How to complete this task: Exactly and without additions, transcribe the line that contains "index pip: (237, 170)" and every line after it in the data.

Data under study:
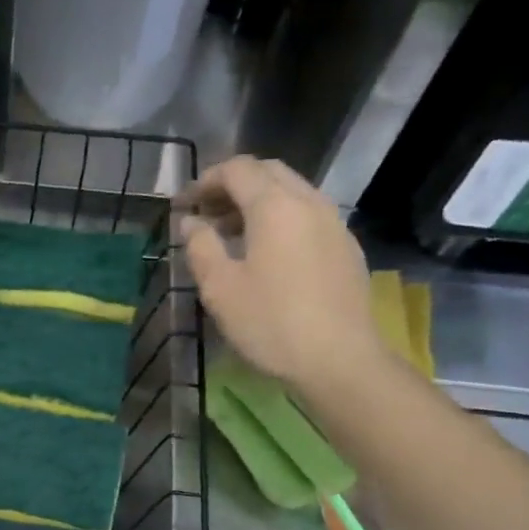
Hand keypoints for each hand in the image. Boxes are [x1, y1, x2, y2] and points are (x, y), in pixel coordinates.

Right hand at [175, 156, 385, 394]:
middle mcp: (309, 202)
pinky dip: (280, 218)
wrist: (339, 359)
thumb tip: (191, 222)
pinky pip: (308, 214)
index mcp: (274, 206)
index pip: (237, 170)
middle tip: (205, 213)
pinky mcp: (346, 246)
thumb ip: (201, 246)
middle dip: (232, 185)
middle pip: (268, 173)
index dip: (205, 181)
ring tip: (231, 233)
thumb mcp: (220, 288)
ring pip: (292, 191)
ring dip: (257, 201)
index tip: (183, 205)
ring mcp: (333, 223)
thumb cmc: (270, 323)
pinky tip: (267, 252)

Written solution:
index pip: (237, 170)
middle tip: (205, 213)
pinky mcp: (346, 246)
thumb ip: (201, 246)
middle dip: (232, 185)
middle pip: (268, 173)
index dip: (205, 181)
ring tip: (231, 233)
thumb mcp: (220, 288)
ring pip: (292, 191)
ring dip: (257, 201)
index tip: (183, 205)
ring mcp: (333, 223)
thumb cmc: (270, 323)
pinky tip: (267, 252)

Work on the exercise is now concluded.